Nous débarquâmes en silence des véhicules près des buissons qui longent le chemin de boue en cul de sac menant à cette ferme misérable, en avançant par petits bons et en obéissant aux gestes de notre Chef de Groupe. Nos casques vissés sur nos têtes et maintenus par une mentonnière, le temps était venu de baisser nos visières en forme de bulle avant d’entamer la progression vers l’objectif. Chacun de nous possédait un pistolet automatique MAC 50, notre arme de poing individuelle de dotation et deux chargeurs pleins. L’un avait un pistolet mitrailleur MAT 49, l’autre un fusil FRF1 avec lunette, certains possédaient des fusils MAS 49/56 dont un était équipé d’un tube lance-grenades pour envoyer des GLI à l’effet de souffle puissant.

Joseph R. s’était réfugié dans la cuisine du corps de ferme de plain-pied, là-même où selon les renseignements de nos collègues de la Brigade il détenait tous ses otages. Il avait fermé ses vieux volets de bois, ce qui nous avait permis de prendre position plus discrètement autour du bâtiment. Le Commandant de Compagnie de la Gendarmerie Départementale, Officier de Police Judiciaire, lui ordonna de se rendre à l’aide de son mégaphone. Il lui précisa que sans réponse de sa part, il allait être obligé de prévoir un assaut. Ce discours, sans concession et sans négociation, excita Joseph R. qui lui dit d’aller se faire foutre en précisant qu’ il préférait crever tout le monde et se flinguer plutôt que de se rendre et d’être expulsé. Le volet s’entrouvrit légèrement, le bout d’un fusil avança dans l’entrebâillement et une détonation terrible claqua dans le silence de cette fin de matinée glaciale qui semblait vouloir se prolonger indéfiniment. Dans la confusion, le Gendarme tireur d’élite avait pris place sur le toit de l’étable qui faisait face à la cuisine.

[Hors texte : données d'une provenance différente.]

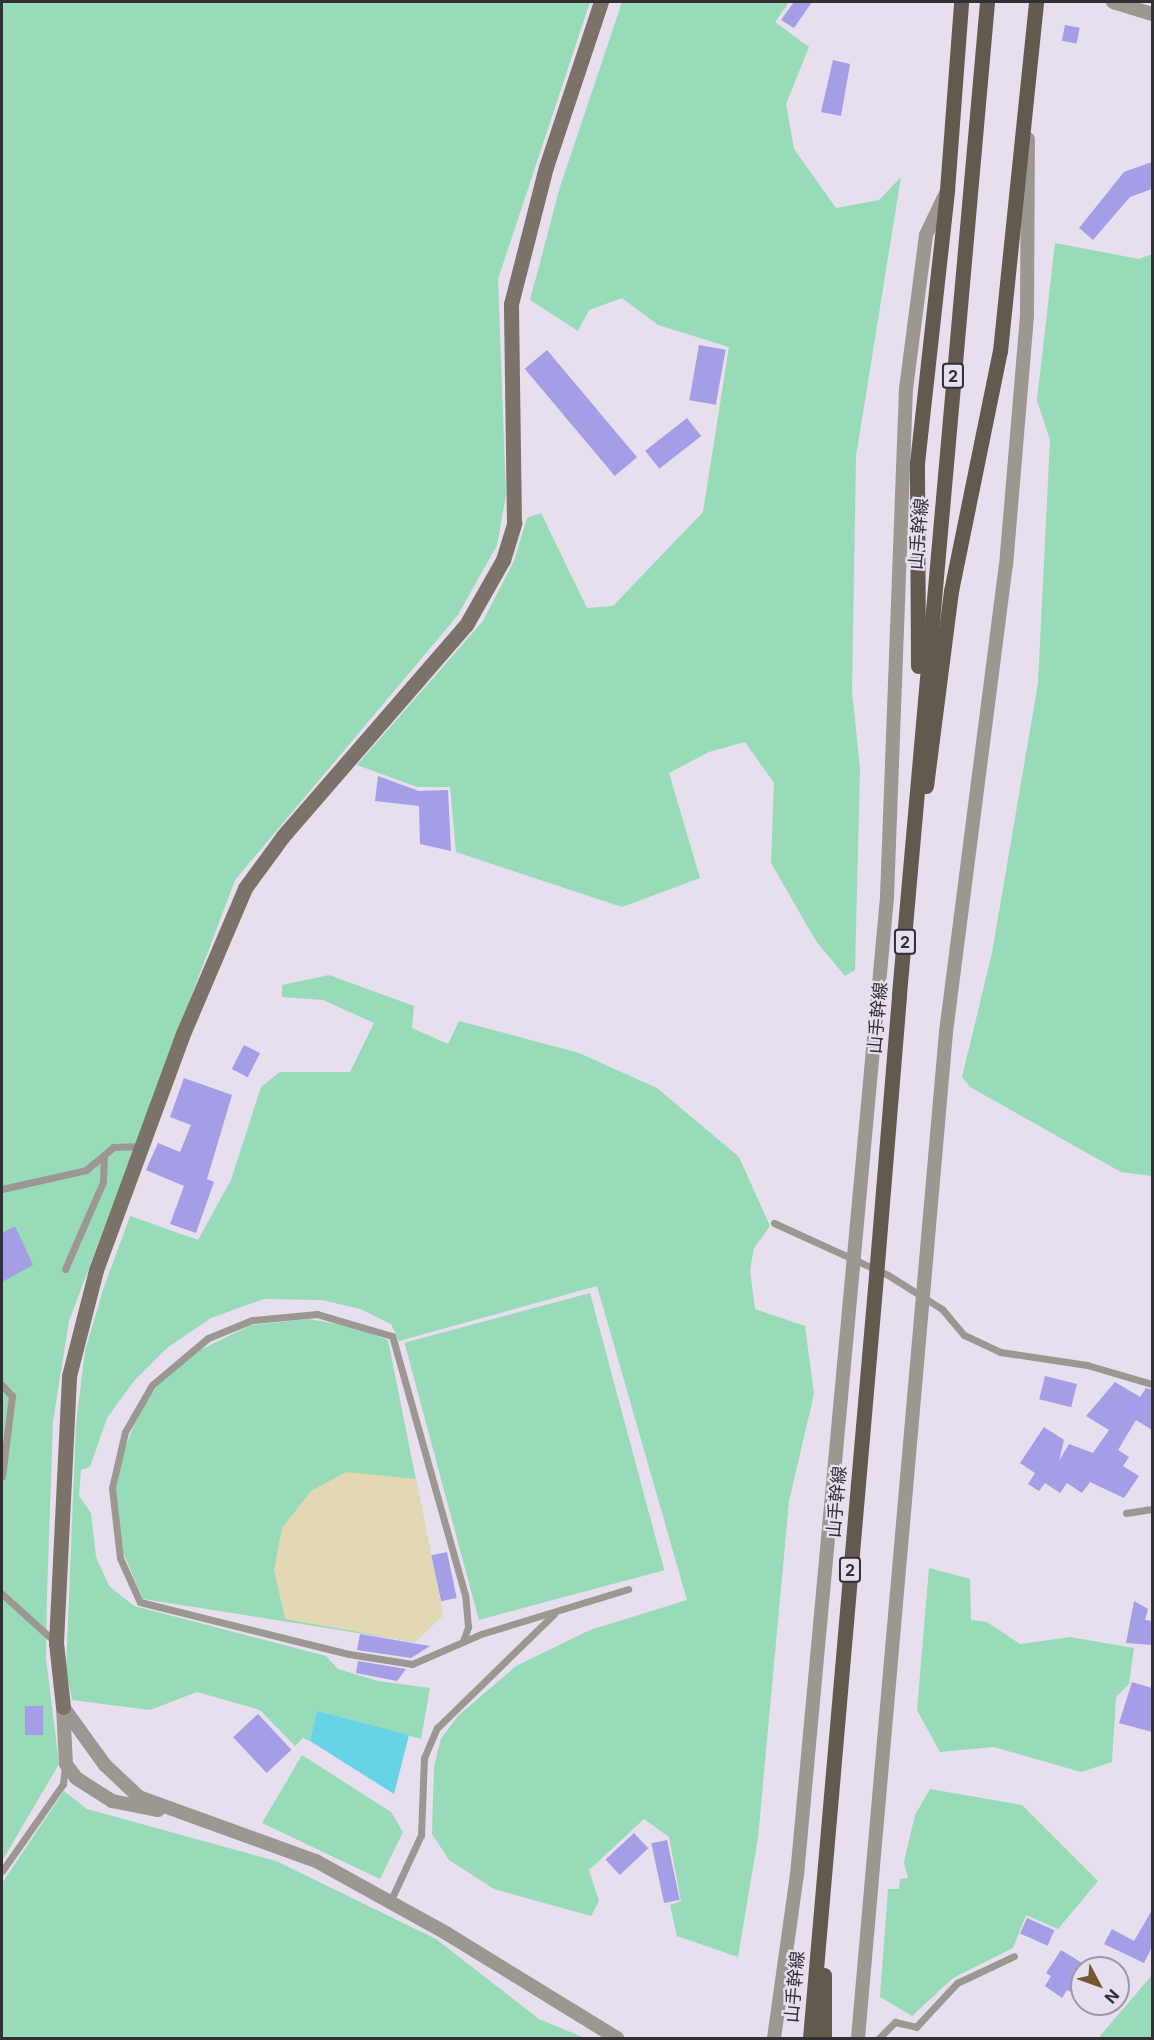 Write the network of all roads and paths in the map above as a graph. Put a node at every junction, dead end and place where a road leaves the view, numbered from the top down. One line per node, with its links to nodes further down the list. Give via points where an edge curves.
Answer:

Il faudra plus de deux heures de palabres avant que Joseph puisse accepter l’idée de discuter avec un Gendarme de l’équipe désarmé, ne voulant plus parler avec les Gendarmes de sa Brigade locale.
Le lieutenant me demanda de tenter une action à mains nues, en me précisant que le reste de l’équipe interviendrait immédiatement derrière moi. Il m’envoya donc vers Joseph R., avec pour seules armes mes mains vides.

En arrivant sur le pas de la porte, une forte odeur de bouse de vache me monta dans les narines. En poussant la porte doucement, je découvrais une pièce sombre. Joseph R. me demanda d’avancer en levant les mains. Je ne vis même pas le canon de son fusil se poser sur mon ventre, il aurait pu appuyer sur la queue de détente et tout ce serait arrêté pour moi en une fraction de seconde. Je distinguais quelques traits du visage de cet homme robuste, pendant que ce silence me semblait long et étouffant alors qu‘il ne dura qu‘un très court instant, selon mes compagnons. Chacun s’observa et c’est au moment où la plus âgée des deux filles de Joseph parla à son père en patois que le regard de ce dernier changea. Dans un éclair fulgurant, mon poignet gauche sembla s’enrouler autour du canon de ce fusil terrible pour le chasser vers l’extérieur. Le mouvement violent surprit Joseph R. dont l’arme tomba lourdement à terre. Dans le même temps et avec un enchaînement devenu comme un réflexe, Joseph R. ramassa un coup de rangers dans le tibia, un uppercut à la pointe du menton avec un coup de coude en prime. Il tomba de tout son poids en grommelant je ne sais quoi et l’équipe pénétra dans la ferme en hurlant pour paralyser les réactions des uns et des autres. Menotté rapidement, Joseph R. était confié aux enquêteurs et notre mission s’arrêta là.
De retour à l’Escadron, c’est au bar que nous fêtions notre toute première intervention sans effusion de sang.
Belle victoire dans le respect de la vie de tous, mais personne ne pouvait savoir de quoi demain serait fait.